BEGIN Data to examine
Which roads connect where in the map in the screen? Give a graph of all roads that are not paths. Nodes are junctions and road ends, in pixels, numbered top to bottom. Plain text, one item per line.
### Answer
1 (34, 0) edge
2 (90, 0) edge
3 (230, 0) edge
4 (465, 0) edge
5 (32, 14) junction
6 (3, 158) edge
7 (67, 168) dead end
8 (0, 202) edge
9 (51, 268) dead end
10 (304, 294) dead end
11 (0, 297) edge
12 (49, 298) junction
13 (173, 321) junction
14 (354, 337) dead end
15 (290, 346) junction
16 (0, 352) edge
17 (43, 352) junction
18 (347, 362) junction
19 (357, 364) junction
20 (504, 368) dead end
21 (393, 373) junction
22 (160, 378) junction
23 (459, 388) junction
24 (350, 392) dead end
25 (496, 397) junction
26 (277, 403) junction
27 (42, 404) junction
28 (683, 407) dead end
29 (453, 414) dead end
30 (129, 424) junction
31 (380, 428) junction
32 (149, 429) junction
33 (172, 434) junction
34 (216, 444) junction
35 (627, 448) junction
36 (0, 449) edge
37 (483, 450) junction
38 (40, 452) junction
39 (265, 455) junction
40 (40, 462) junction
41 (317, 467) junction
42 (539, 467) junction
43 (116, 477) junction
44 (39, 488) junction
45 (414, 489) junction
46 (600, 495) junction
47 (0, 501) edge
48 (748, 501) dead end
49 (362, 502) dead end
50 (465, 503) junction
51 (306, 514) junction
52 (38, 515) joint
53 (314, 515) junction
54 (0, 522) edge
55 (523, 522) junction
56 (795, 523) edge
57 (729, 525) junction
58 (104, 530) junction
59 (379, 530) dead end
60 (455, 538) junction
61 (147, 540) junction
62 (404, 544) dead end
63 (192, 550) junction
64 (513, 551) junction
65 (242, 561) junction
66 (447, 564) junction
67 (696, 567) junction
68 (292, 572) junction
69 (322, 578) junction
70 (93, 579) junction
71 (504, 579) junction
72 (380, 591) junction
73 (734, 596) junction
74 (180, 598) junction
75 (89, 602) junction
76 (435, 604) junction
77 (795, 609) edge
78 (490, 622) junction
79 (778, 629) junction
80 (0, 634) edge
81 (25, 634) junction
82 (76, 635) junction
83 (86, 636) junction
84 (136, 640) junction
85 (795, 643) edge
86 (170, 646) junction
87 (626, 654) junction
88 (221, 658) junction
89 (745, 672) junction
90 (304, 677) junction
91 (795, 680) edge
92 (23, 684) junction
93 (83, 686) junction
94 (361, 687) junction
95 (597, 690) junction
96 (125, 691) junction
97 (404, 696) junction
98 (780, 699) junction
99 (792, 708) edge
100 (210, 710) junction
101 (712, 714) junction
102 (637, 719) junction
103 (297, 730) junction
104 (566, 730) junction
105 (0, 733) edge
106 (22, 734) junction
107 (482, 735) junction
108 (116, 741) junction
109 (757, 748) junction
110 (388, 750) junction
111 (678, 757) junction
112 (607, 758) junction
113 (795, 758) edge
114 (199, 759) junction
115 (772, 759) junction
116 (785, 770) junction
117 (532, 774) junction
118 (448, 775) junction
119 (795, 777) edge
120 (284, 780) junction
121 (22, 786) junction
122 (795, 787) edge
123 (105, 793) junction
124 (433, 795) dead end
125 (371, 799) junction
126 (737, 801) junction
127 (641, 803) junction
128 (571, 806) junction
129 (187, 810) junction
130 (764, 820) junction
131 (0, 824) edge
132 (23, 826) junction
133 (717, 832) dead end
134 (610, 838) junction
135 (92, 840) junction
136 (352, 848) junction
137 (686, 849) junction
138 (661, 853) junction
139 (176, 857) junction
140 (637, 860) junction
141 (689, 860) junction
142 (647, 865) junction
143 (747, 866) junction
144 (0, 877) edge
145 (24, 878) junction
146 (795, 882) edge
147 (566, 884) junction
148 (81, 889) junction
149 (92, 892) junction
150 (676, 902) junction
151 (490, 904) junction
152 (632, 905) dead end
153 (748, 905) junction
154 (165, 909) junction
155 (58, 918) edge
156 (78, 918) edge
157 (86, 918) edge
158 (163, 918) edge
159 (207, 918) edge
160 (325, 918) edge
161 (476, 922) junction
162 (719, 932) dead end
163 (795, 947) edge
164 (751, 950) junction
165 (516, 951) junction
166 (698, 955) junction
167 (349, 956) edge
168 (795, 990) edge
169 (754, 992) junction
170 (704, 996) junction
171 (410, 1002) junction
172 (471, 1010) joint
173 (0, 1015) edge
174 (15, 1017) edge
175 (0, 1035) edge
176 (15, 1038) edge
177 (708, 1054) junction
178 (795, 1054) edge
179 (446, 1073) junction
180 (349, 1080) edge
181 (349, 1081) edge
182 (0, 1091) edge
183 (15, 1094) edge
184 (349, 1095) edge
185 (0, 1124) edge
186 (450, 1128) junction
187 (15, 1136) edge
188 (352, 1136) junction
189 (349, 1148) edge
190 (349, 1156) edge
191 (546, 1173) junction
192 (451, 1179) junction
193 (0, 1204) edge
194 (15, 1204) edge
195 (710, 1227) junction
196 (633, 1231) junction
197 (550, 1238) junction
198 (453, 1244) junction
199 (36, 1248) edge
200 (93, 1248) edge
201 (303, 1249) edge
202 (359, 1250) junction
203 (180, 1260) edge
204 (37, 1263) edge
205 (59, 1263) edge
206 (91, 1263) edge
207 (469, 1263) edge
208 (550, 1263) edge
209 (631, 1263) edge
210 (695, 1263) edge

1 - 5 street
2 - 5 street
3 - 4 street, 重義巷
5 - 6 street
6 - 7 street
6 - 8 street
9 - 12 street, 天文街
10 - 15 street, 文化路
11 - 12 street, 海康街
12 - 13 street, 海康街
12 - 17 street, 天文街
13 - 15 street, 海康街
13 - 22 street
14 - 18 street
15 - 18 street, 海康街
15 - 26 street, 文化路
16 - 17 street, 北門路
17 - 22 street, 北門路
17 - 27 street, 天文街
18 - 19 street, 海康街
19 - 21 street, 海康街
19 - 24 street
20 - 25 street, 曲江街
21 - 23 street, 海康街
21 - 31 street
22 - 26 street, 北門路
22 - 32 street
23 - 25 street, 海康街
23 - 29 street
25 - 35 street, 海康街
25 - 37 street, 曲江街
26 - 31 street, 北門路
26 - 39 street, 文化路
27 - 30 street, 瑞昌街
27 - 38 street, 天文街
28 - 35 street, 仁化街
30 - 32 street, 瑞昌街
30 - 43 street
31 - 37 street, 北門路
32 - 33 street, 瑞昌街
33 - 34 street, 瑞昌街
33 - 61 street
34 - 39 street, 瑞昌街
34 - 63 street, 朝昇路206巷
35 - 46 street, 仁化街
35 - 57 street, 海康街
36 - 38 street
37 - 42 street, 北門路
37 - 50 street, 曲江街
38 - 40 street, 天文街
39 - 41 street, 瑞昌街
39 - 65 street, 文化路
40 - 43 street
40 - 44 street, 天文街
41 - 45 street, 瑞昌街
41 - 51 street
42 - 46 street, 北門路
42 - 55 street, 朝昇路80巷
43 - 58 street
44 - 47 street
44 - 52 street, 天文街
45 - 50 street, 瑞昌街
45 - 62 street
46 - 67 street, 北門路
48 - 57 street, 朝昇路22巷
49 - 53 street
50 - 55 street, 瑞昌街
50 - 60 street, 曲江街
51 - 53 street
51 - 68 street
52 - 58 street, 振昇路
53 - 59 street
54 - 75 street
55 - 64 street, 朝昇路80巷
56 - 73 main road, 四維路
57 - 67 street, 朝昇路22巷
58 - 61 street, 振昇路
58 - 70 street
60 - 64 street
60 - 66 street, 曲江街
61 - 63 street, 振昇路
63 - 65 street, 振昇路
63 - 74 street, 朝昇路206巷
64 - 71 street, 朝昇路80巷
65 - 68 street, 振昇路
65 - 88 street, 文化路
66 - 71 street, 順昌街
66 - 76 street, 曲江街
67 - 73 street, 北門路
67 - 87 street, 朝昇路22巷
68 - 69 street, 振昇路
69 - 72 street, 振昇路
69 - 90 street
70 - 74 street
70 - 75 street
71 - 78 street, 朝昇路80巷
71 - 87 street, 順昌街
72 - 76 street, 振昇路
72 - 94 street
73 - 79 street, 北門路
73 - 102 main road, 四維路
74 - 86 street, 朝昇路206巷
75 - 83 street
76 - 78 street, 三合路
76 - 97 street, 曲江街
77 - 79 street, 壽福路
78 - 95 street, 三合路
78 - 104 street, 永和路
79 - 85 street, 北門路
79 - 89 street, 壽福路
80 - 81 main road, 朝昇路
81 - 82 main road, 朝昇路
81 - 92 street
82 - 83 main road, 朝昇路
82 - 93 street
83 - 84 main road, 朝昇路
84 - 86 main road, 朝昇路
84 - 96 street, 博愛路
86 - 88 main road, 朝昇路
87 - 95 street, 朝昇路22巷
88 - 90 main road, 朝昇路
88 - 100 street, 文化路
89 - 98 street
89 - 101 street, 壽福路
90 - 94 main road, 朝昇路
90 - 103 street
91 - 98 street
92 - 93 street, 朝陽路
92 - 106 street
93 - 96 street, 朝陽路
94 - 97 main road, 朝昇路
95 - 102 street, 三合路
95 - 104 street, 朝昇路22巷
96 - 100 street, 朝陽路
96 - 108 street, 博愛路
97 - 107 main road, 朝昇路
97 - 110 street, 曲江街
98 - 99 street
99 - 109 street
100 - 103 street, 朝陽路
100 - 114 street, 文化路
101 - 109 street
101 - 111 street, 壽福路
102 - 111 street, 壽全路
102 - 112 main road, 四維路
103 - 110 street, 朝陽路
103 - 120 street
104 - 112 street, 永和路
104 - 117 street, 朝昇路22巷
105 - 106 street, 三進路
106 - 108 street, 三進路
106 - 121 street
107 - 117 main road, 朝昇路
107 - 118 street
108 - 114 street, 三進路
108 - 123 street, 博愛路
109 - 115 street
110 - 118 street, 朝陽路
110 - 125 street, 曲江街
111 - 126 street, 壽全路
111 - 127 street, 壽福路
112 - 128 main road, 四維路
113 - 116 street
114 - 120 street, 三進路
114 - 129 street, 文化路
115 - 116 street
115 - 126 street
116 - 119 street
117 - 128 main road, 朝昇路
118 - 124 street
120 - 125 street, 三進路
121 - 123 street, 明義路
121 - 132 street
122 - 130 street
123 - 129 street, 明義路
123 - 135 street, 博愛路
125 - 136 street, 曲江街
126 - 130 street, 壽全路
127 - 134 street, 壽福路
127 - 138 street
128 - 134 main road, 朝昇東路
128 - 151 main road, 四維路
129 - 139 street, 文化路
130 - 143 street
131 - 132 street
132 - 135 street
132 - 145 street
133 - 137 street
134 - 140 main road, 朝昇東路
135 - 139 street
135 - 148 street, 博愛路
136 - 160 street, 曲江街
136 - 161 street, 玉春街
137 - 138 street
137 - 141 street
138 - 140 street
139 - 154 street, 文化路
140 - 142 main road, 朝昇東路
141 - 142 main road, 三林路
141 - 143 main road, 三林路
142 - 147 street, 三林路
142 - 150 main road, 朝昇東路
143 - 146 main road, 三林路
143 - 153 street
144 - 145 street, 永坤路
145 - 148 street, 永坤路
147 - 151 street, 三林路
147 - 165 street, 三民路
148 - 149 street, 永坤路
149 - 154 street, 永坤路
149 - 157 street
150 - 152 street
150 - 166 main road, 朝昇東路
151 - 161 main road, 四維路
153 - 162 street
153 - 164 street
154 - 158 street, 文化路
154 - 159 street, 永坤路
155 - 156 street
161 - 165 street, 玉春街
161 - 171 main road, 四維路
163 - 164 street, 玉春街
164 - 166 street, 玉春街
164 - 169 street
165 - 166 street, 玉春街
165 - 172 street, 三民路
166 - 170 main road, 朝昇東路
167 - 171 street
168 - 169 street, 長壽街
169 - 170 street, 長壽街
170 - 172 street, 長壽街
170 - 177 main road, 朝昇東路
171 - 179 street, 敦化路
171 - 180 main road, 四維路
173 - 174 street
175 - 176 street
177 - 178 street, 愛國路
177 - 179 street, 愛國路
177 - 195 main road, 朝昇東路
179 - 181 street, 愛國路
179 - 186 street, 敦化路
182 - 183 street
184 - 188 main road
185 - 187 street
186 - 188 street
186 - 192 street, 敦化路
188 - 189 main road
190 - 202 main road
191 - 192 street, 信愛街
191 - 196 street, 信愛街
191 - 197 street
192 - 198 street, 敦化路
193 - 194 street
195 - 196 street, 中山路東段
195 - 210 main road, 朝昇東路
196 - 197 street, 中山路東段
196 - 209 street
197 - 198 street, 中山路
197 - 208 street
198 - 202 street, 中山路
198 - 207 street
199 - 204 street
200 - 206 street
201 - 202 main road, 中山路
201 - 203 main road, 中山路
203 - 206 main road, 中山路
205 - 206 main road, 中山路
END Data to examine
» How to complete this task
What lines in the entries above hold "中山路東段"? Copy every one.

» Solution for this task
195 - 196 street, 中山路東段
196 - 197 street, 中山路東段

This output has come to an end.